### PROBLEM TO SOLVE
Pick out the lines below with "main" and list them.

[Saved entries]

++++

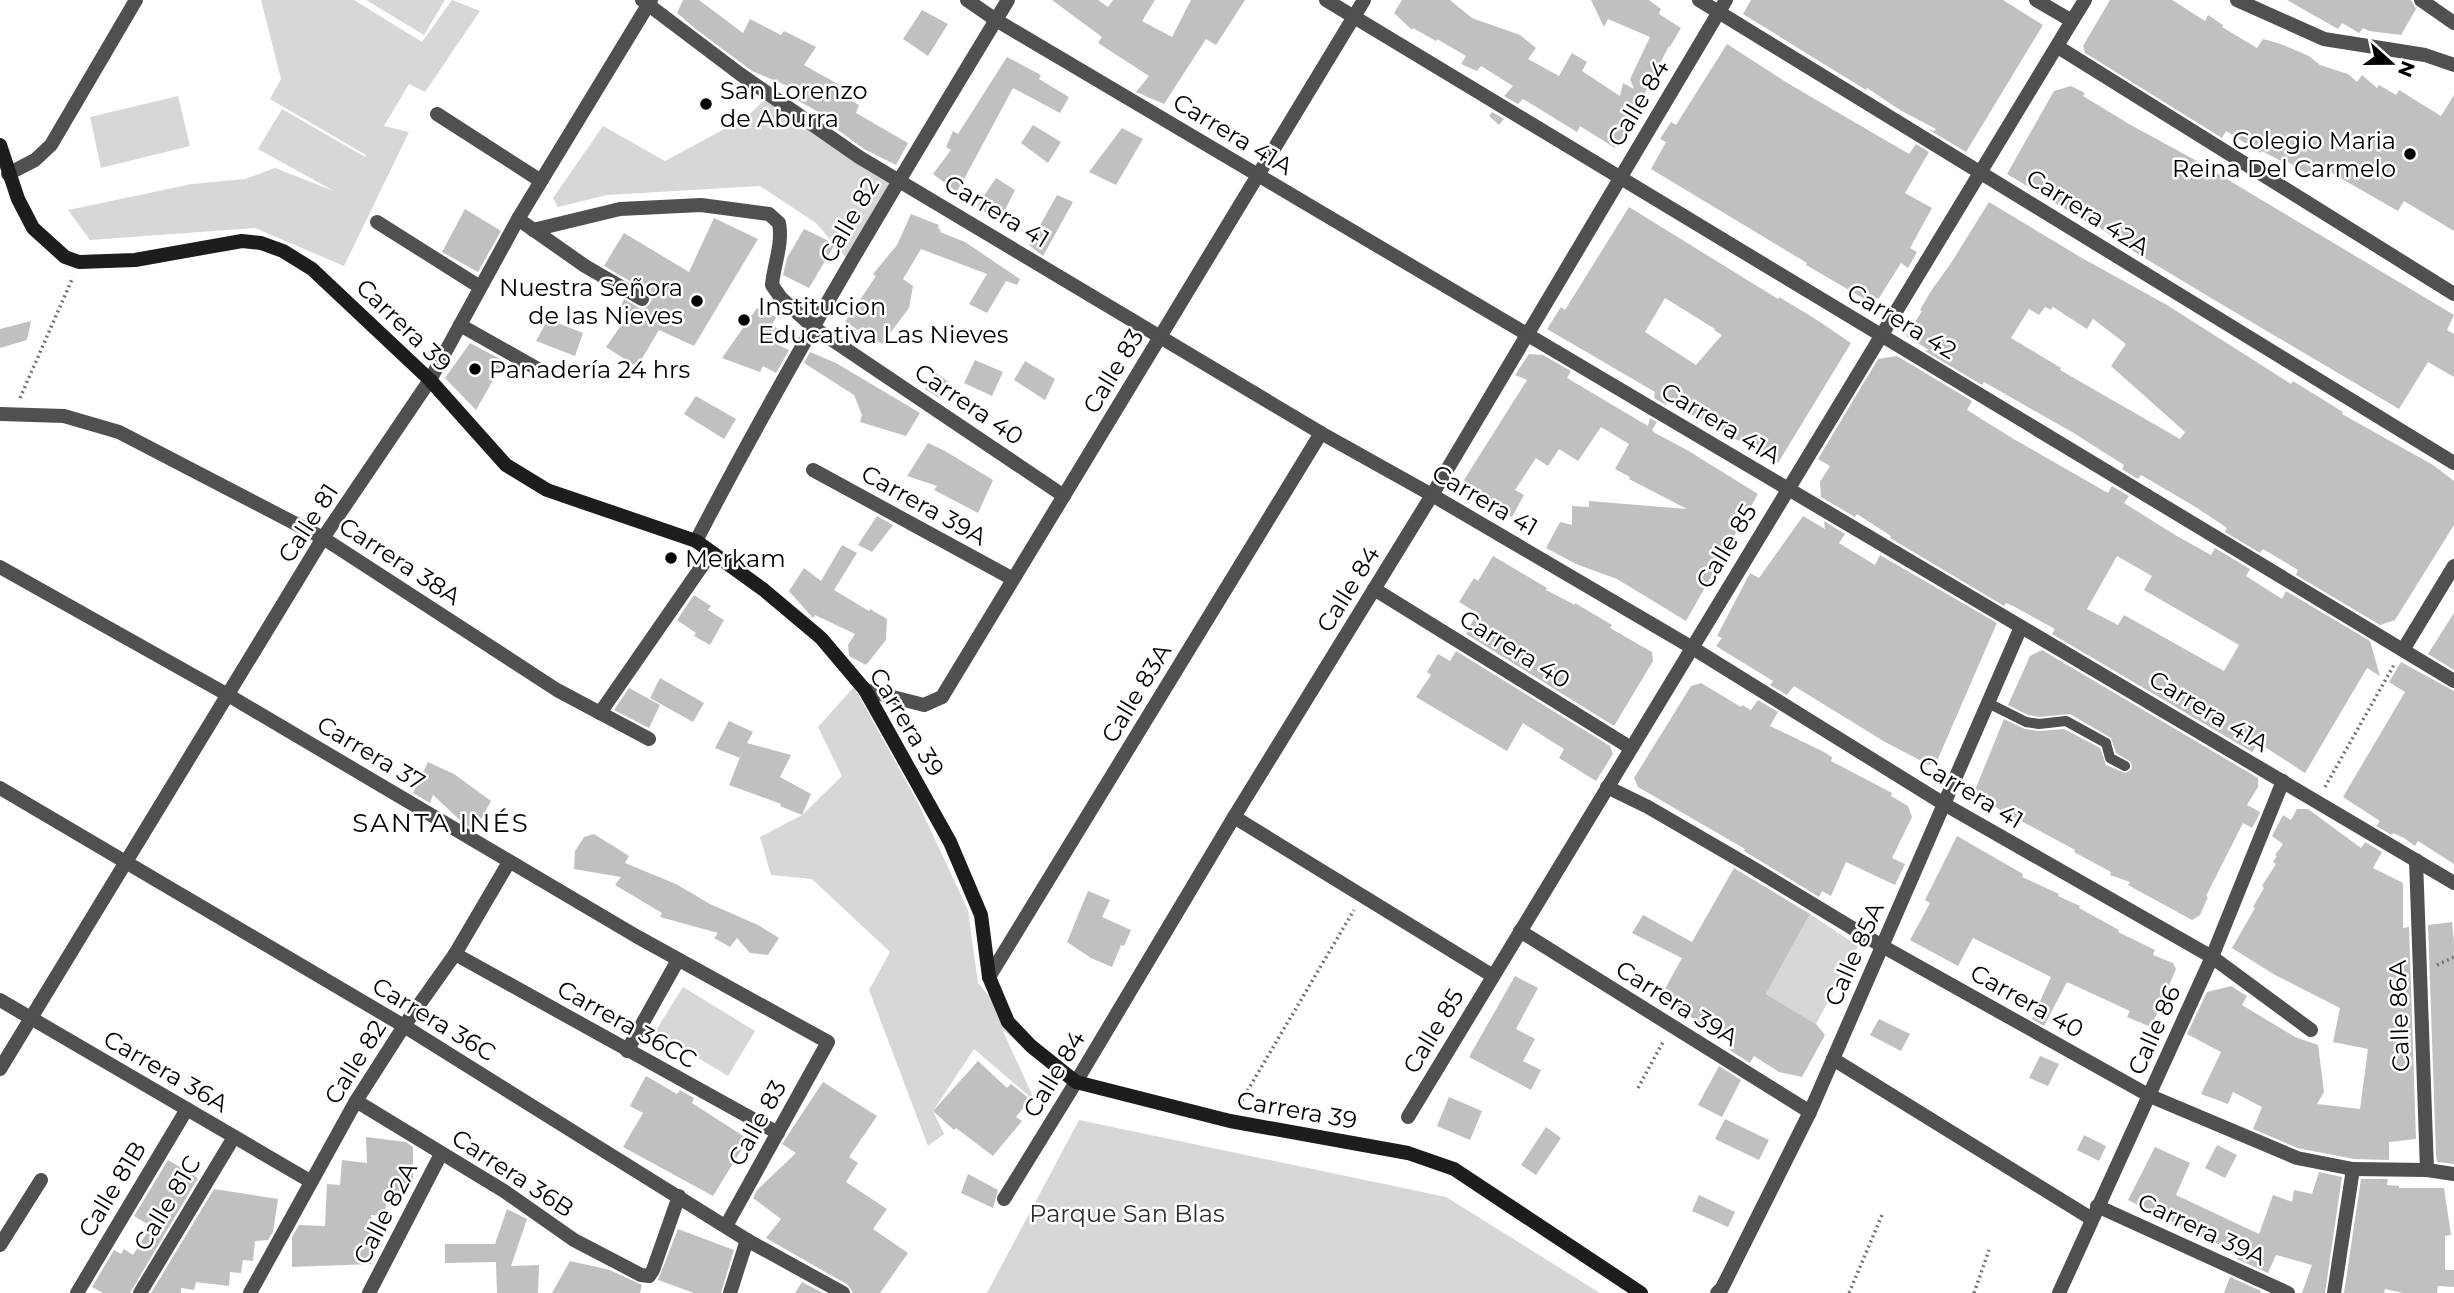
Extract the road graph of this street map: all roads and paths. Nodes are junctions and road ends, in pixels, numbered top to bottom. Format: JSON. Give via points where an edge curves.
{"nodes":[{"id":1,"x":136,"y":0,"type":"edge"},
{"id":2,"x":967,"y":0,"type":"edge"},
{"id":3,"x":1008,"y":0,"type":"edge"},
{"id":4,"x":1326,"y":0,"type":"edge"},
{"id":5,"x":1364,"y":0,"type":"edge"},
{"id":6,"x":1699,"y":0,"type":"edge"},
{"id":7,"x":2036,"y":0,"type":"edge"},
{"id":8,"x":2085,"y":0,"type":"edge"},
{"id":9,"x":2237,"y":0,"type":"edge"},
{"id":10,"x":2421,"y":0,"type":"edge"},
{"id":11,"x":647,"y":2,"type":"edge"},
{"id":12,"x":1722,"y":6,"type":"edge"},
{"id":13,"x":1354,"y":17,"type":"junction"},
{"id":14,"x":996,"y":20,"type":"junction"},
{"id":15,"x":2072,"y":22,"type":"junction"},
{"id":16,"x":2454,"y":23,"type":"edge"},
{"id":17,"x":2058,"y":47,"type":"junction"},
{"id":18,"x":2454,"y":65,"type":"edge"},
{"id":19,"x":437,"y":114,"type":"dead end"},
{"id":20,"x":1,"y":152,"type":"edge"},
{"id":21,"x":1980,"y":173,"type":"junction"},
{"id":22,"x":8,"y":174,"type":"junction"},
{"id":23,"x":1258,"y":175,"type":"junction"},
{"id":24,"x":1620,"y":178,"type":"junction"},
{"id":25,"x":899,"y":179,"type":"junction"},
{"id":26,"x":541,"y":181,"type":"junction"},
{"id":27,"x":518,"y":219,"type":"junction"},
{"id":28,"x":377,"y":222,"type":"dead end"},
{"id":29,"x":533,"y":230,"type":"junction"},
{"id":30,"x":79,"y":262,"type":"junction"},
{"id":31,"x":480,"y":287,"type":"junction"},
{"id":32,"x":2454,"y":294,"type":"edge"},
{"id":33,"x":642,"y":299,"type":"dead end"},
{"id":34,"x":460,"y":325,"type":"junction"},
{"id":35,"x":814,"y":327,"type":"junction"},
{"id":36,"x":1527,"y":334,"type":"junction"},
{"id":37,"x":1881,"y":335,"type":"junction"},
{"id":38,"x":1161,"y":336,"type":"junction"},
{"id":39,"x":545,"y":373,"type":"dead end"},
{"id":40,"x":430,"y":380,"type":"junction"},
{"id":41,"x":7,"y":414,"type":"edge"},
{"id":42,"x":1321,"y":433,"type":"junction"},
{"id":43,"x":2454,"y":463,"type":"edge"},
{"id":44,"x":813,"y":470,"type":"dead end"},
{"id":45,"x":1787,"y":488,"type":"junction"},
{"id":46,"x":1432,"y":495,"type":"junction"},
{"id":47,"x":1064,"y":496,"type":"junction"},
{"id":48,"x":323,"y":538,"type":"junction"},
{"id":49,"x":696,"y":541,"type":"junction"},
{"id":50,"x":711,"y":553,"type":"junction"},
{"id":51,"x":2454,"y":566,"type":"edge"},
{"id":52,"x":0,"y":567,"type":"edge"},
{"id":53,"x":1013,"y":579,"type":"junction"},
{"id":54,"x":1374,"y":589,"type":"junction"},
{"id":55,"x":2021,"y":627,"type":"junction"},
{"id":56,"x":1691,"y":647,"type":"junction"},
{"id":57,"x":2403,"y":650,"type":"junction"},
{"id":58,"x":2454,"y":681,"type":"edge"},
{"id":59,"x":865,"y":690,"type":"junction"},
{"id":60,"x":228,"y":695,"type":"junction"},
{"id":61,"x":1988,"y":703,"type":"junction"},
{"id":62,"x":600,"y":713,"type":"junction"},
{"id":63,"x":649,"y":739,"type":"dead end"},
{"id":64,"x":1631,"y":748,"type":"junction"},
{"id":65,"x":2125,"y":766,"type":"dead end"},
{"id":66,"x":2283,"y":781,"type":"junction"},
{"id":67,"x":1607,"y":787,"type":"junction"},
{"id":68,"x":0,"y":788,"type":"edge"},
{"id":69,"x":2317,"y":801,"type":"junction"},
{"id":70,"x":1944,"y":804,"type":"junction"},
{"id":71,"x":1234,"y":817,"type":"junction"},
{"id":72,"x":2416,"y":860,"type":"junction"},
{"id":73,"x":509,"y":862,"type":"junction"},
{"id":74,"x":125,"y":863,"type":"junction"},
{"id":75,"x":2454,"y":883,"type":"edge"},
{"id":76,"x":1363,"y":896,"type":"junction"},
{"id":77,"x":1520,"y":931,"type":"junction"},
{"id":78,"x":1882,"y":946,"type":"junction"},
{"id":79,"x":455,"y":954,"type":"junction"},
{"id":80,"x":2211,"y":957,"type":"junction"},
{"id":81,"x":678,"y":960,"type":"junction"},
{"id":82,"x":1493,"y":976,"type":"junction"},
{"id":83,"x":989,"y":977,"type":"junction"},
{"id":84,"x":0,"y":1000,"type":"edge"},
{"id":85,"x":31,"y":1018,"type":"junction"},
{"id":86,"x":404,"y":1026,"type":"junction"},
{"id":87,"x":1671,"y":1027,"type":"junction"},
{"id":88,"x":2311,"y":1030,"type":"dead end"},
{"id":89,"x":828,"y":1042,"type":"joint"},
{"id":90,"x":627,"y":1051,"type":"junction"},
{"id":91,"x":1833,"y":1059,"type":"junction"},
{"id":92,"x":0,"y":1069,"type":"edge"},
{"id":93,"x":1076,"y":1082,"type":"junction"},
{"id":94,"x":1638,"y":1088,"type":"dead end"},
{"id":95,"x":2150,"y":1096,"type":"junction"},
{"id":96,"x":356,"y":1101,"type":"junction"},
{"id":97,"x":187,"y":1109,"type":"junction"},
{"id":98,"x":1810,"y":1112,"type":"junction"},
{"id":99,"x":1408,"y":1117,"type":"dead end"},
{"id":100,"x":1230,"y":1121,"type":"junction"},
{"id":101,"x":778,"y":1133,"type":"junction"},
{"id":102,"x":234,"y":1137,"type":"junction"},
{"id":103,"x":441,"y":1154,"type":"junction"},
{"id":104,"x":2353,"y":1170,"type":"junction"},
{"id":105,"x":2427,"y":1170,"type":"junction"},
{"id":106,"x":2454,"y":1174,"type":"edge"},
{"id":107,"x":40,"y":1180,"type":"dead end"},
{"id":108,"x":310,"y":1181,"type":"junction"},
{"id":109,"x":679,"y":1196,"type":"junction"},
{"id":110,"x":1004,"y":1199,"type":"dead end"},
{"id":111,"x":2095,"y":1212,"type":"junction"},
{"id":112,"x":1882,"y":1215,"type":"dead end"},
{"id":113,"x":726,"y":1226,"type":"junction"},
{"id":114,"x":747,"y":1240,"type":"junction"},
{"id":115,"x":0,"y":1245,"type":"edge"},
{"id":116,"x":1989,"y":1250,"type":"dead end"},
{"id":117,"x":77,"y":1293,"type":"edge"},
{"id":118,"x":140,"y":1293,"type":"edge"},
{"id":119,"x":250,"y":1293,"type":"edge"},
{"id":120,"x":369,"y":1293,"type":"edge"},
{"id":121,"x":730,"y":1293,"type":"edge"},
{"id":122,"x":843,"y":1293,"type":"edge"},
{"id":123,"x":1641,"y":1293,"type":"edge"},
{"id":124,"x":1717,"y":1293,"type":"edge"},
{"id":125,"x":1849,"y":1293,"type":"edge"},
{"id":126,"x":1974,"y":1293,"type":"edge"},
{"id":127,"x":2059,"y":1293,"type":"edge"},
{"id":128,"x":2288,"y":1293,"type":"edge"},
{"id":129,"x":2334,"y":1293,"type":"edge"}],
"edges":[{"from":1,"to":22,"type":"street","via":[[51,145]]},
{"from":2,"to":14,"type":"street","name":"Carrera 41A"},
{"from":3,"to":14,"type":"street","name":"Calle 82"},
{"from":4,"to":13,"type":"street","name":"Carrera 42"},
{"from":5,"to":13,"type":"street","name":"Calle 83"},
{"from":6,"to":12,"type":"street","name":"Carrera 42A"},
{"from":7,"to":15,"type":"street"},
{"from":8,"to":15,"type":"street","name":"Calle 85"},
{"from":9,"to":18,"type":"street","via":[[2324,39],[2425,55]]},
{"from":10,"to":16,"type":"street"},
{"from":11,"to":25,"type":"street","name":"Carrera 41","via":[[859,157]]},
{"from":11,"to":26,"type":"street","name":"Calle 81"},
{"from":12,"to":21,"type":"street","name":"Carrera 42A"},
{"from":12,"to":24,"type":"street","name":"Calle 84"},
{"from":13,"to":23,"type":"street","name":"Calle 83"},
{"from":13,"to":24,"type":"street","name":"Carrera 42"},
{"from":14,"to":23,"type":"street","name":"Carrera 41A"},
{"from":14,"to":25,"type":"street","name":"Calle 82"},
{"from":15,"to":17,"type":"street","name":"Calle 85"},
{"from":17,"to":21,"type":"street","name":"Calle 85"},
{"from":17,"to":32,"type":"street"},
{"from":19,"to":26,"type":"street"},
{"from":20,"to":22,"type":"main road"},
{"from":21,"to":37,"type":"street","name":"Calle 85"},
{"from":21,"to":43,"type":"street","name":"Carrera 42A"},
{"from":22,"to":30,"type":"main road","via":[[33,228],[65,257]]},
{"from":23,"to":36,"type":"street","name":"Carrera 41A"},
{"from":23,"to":38,"type":"street","name":"Calle 83"},
{"from":24,"to":36,"type":"street","name":"Calle 84"},
{"from":24,"to":37,"type":"street","name":"Carrera 42"},
{"from":25,"to":35,"type":"street","name":"Calle 82"},
{"from":25,"to":38,"type":"street","name":"Carrera 41"},
{"from":26,"to":27,"type":"street","name":"Calle 81"},
{"from":27,"to":29,"type":"street"},
{"from":27,"to":31,"type":"street","name":"Calle 81"},
{"from":28,"to":31,"type":"street"},
{"from":29,"to":33,"type":"street"},
{"from":29,"to":35,"type":"street","name":"Carrera 40","via":[[620,209],[701,205],[769,214],[779,223],[782,237],[772,285]]},
{"from":30,"to":40,"type":"main road","name":"Carrera 39","via":[[135,260],[228,242],[261,243],[312,269]]},
{"from":30,"to":41,"type":"path"},
{"from":31,"to":34,"type":"street","name":"Calle 81"},
{"from":34,"to":39,"type":"street"},
{"from":34,"to":40,"type":"street","name":"Calle 81"},
{"from":35,"to":47,"type":"street","name":"Carrera 40"},
{"from":35,"to":49,"type":"street","name":"Calle 82","via":[[752,432]]},
{"from":36,"to":45,"type":"street","name":"Carrera 41A"},
{"from":36,"to":46,"type":"street","name":"Calle 84"},
{"from":37,"to":45,"type":"street","name":"Calle 85"},
{"from":37,"to":57,"type":"street","name":"Carrera 42"},
{"from":38,"to":42,"type":"street","name":"Carrera 41"},
{"from":38,"to":47,"type":"street","name":"Calle 83"},
{"from":40,"to":48,"type":"street","name":"Calle 81"},
{"from":40,"to":49,"type":"main road","name":"Carrera 39","via":[[506,465],[523,477],[547,490]]},
{"from":41,"to":48,"type":"street","name":"Carrera 38A","via":[[64,415],[119,432]]},
{"from":42,"to":46,"type":"street","name":"Carrera 41"},
{"from":42,"to":83,"type":"street","name":"Calle 83A"},
{"from":44,"to":53,"type":"street","name":"Carrera 39A"},
{"from":45,"to":55,"type":"street","name":"Carrera 41A"},
{"from":45,"to":56,"type":"street","name":"Calle 85"},
{"from":46,"to":54,"type":"street","name":"Calle 84"},
{"from":46,"to":56,"type":"street","name":"Carrera 41"},
{"from":47,"to":53,"type":"street","name":"Calle 83"},
{"from":48,"to":60,"type":"street","name":"Calle 81"},
{"from":48,"to":62,"type":"street","name":"Carrera 38A","via":[[557,690]]},
{"from":49,"to":50,"type":"main road","name":"Carrera 39"},
{"from":50,"to":59,"type":"main road","name":"Carrera 39","via":[[821,638]]},
{"from":50,"to":62,"type":"street"},
{"from":51,"to":57,"type":"street"},
{"from":52,"to":60,"type":"street","name":"Carrera 37"},
{"from":53,"to":59,"type":"street","name":"Calle 83","via":[[942,697],[923,705]]},
{"from":54,"to":64,"type":"street","name":"Carrera 40"},
{"from":54,"to":71,"type":"street","name":"Calle 84"},
{"from":55,"to":61,"type":"street","name":"Calle 85A"},
{"from":55,"to":66,"type":"street","name":"Carrera 41A"},
{"from":56,"to":64,"type":"street","name":"Calle 85"},
{"from":56,"to":70,"type":"street","name":"Carrera 41"},
{"from":57,"to":58,"type":"street","name":"Carrera 42"},
{"from":57,"to":69,"type":"path"},
{"from":59,"to":83,"type":"main road","name":"Carrera 39","via":[[950,842],[981,915]]},
{"from":60,"to":73,"type":"street","name":"Carrera 37"},
{"from":60,"to":74,"type":"street","name":"Calle 81"},
{"from":61,"to":65,"type":"lane","via":[[2026,722],[2066,721],[2080,727],[2106,743],[2110,758]]},
{"from":61,"to":70,"type":"street","name":"Calle 85A"},
{"from":62,"to":63,"type":"street","name":"Carrera 38A"},
{"from":64,"to":67,"type":"street","name":"Calle 85"},
{"from":66,"to":69,"type":"street","name":"Carrera 41A"},
{"from":66,"to":80,"type":"street","name":"Calle 86"},
{"from":67,"to":77,"type":"street","name":"Calle 85"},
{"from":67,"to":78,"type":"street","name":"Carrera 40"},
{"from":68,"to":74,"type":"street","name":"Carrera 36C"},
{"from":69,"to":72,"type":"street","name":"Carrera 41A"},
{"from":70,"to":78,"type":"street","name":"Calle 85A"},
{"from":70,"to":80,"type":"street","name":"Carrera 41"},
{"from":71,"to":76,"type":"street"},
{"from":71,"to":93,"type":"street","name":"Calle 84"},
{"from":72,"to":75,"type":"street","name":"Carrera 41A"},
{"from":72,"to":105,"type":"street","name":"Calle 86A"},
{"from":73,"to":79,"type":"street","name":"Calle 82"},
{"from":73,"to":81,"type":"street","name":"Carrera 37"},
{"from":74,"to":85,"type":"street","name":"Calle 81"},
{"from":74,"to":86,"type":"street","name":"Carrera 36C"},
{"from":76,"to":82,"type":"street"},
{"from":76,"to":100,"type":"path"},
{"from":77,"to":82,"type":"street","name":"Calle 85"},
{"from":77,"to":87,"type":"street","name":"Carrera 39A"},
{"from":78,"to":91,"type":"street","name":"Calle 85A"},
{"from":78,"to":95,"type":"street","name":"Carrera 40"},
{"from":79,"to":86,"type":"street","name":"Calle 82"},
{"from":79,"to":90,"type":"street","name":"Carrera 36CC"},
{"from":80,"to":88,"type":"street","name":"Carrera 41"},
{"from":80,"to":95,"type":"street","name":"Calle 86"},
{"from":81,"to":89,"type":"street","name":"Carrera 37"},
{"from":81,"to":90,"type":"street"},
{"from":82,"to":99,"type":"street","name":"Calle 85"},
{"from":83,"to":93,"type":"main road","name":"Carrera 39","via":[[1008,1022]]},
{"from":84,"to":85,"type":"street","name":"Carrera 36A"},
{"from":85,"to":92,"type":"street","name":"Calle 81"},
{"from":85,"to":97,"type":"street","name":"Carrera 36A"},
{"from":86,"to":96,"type":"street","name":"Calle 82"},
{"from":86,"to":109,"type":"street","name":"Carrera 36C"},
{"from":87,"to":94,"type":"path"},
{"from":87,"to":98,"type":"street","name":"Carrera 39A"},
{"from":89,"to":101,"type":"street","name":"Calle 83"},
{"from":90,"to":101,"type":"street","name":"Carrera 36CC"},
{"from":91,"to":98,"type":"street","name":"Calle 85A"},
{"from":91,"to":111,"type":"street","name":"Carrera 39A"},
{"from":93,"to":100,"type":"main road","name":"Carrera 39"},
{"from":93,"to":110,"type":"street","name":"Calle 84"},
{"from":95,"to":104,"type":"street","name":"Carrera 40","via":[[2297,1158]]},
{"from":95,"to":111,"type":"street","name":"Calle 86"},
{"from":96,"to":103,"type":"street","name":"Carrera 36B"},
{"from":96,"to":108,"type":"street","name":"Calle 82"},
{"from":97,"to":102,"type":"street","name":"Carrera 36A"},
{"from":97,"to":117,"type":"street","name":"Calle 81B"},
{"from":98,"to":124,"type":"street","name":"Calle 85A"},
{"from":100,"to":123,"type":"main road","name":"Carrera 39","via":[[1408,1153],[1454,1168]]},
{"from":101,"to":113,"type":"street","name":"Calle 83"},
{"from":102,"to":108,"type":"street","name":"Carrera 36A"},
{"from":102,"to":118,"type":"street","name":"Calle 81C"},
{"from":103,"to":109,"type":"street","name":"Carrera 36B","via":[[574,1240],[642,1275],[649,1276],[653,1270]]},
{"from":103,"to":120,"type":"street","name":"Calle 82A"},
{"from":104,"to":105,"type":"street","name":"Carrera 40"},
{"from":104,"to":129,"type":"street"},
{"from":105,"to":106,"type":"street","name":"Carrera 40"},
{"from":107,"to":115,"type":"street"},
{"from":108,"to":119,"type":"street","name":"Calle 82"},
{"from":109,"to":113,"type":"street","name":"Carrera 36C"},
{"from":111,"to":127,"type":"street","name":"Calle 86"},
{"from":111,"to":128,"type":"street","name":"Carrera 39A"},
{"from":112,"to":125,"type":"path"},
{"from":113,"to":114,"type":"street","name":"Carrera 36C"},
{"from":114,"to":121,"type":"street"},
{"from":114,"to":122,"type":"street","name":"Carrera 36C"},
{"from":116,"to":126,"type":"path"}]}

++++

### OUTPUT OF THE EXERCISE
{"from":20,"to":22,"type":"main road"},
{"from":22,"to":30,"type":"main road","via":[[33,228],[65,257]]},
{"from":30,"to":40,"type":"main road","name":"Carrera 39","via":[[135,260],[228,242],[261,243],[312,269]]},
{"from":40,"to":49,"type":"main road","name":"Carrera 39","via":[[506,465],[523,477],[547,490]]},
{"from":49,"to":50,"type":"main road","name":"Carrera 39"},
{"from":50,"to":59,"type":"main road","name":"Carrera 39","via":[[821,638]]},
{"from":59,"to":83,"type":"main road","name":"Carrera 39","via":[[950,842],[981,915]]},
{"from":83,"to":93,"type":"main road","name":"Carrera 39","via":[[1008,1022]]},
{"from":93,"to":100,"type":"main road","name":"Carrera 39"},
{"from":100,"to":123,"type":"main road","name":"Carrera 39","via":[[1408,1153],[1454,1168]]},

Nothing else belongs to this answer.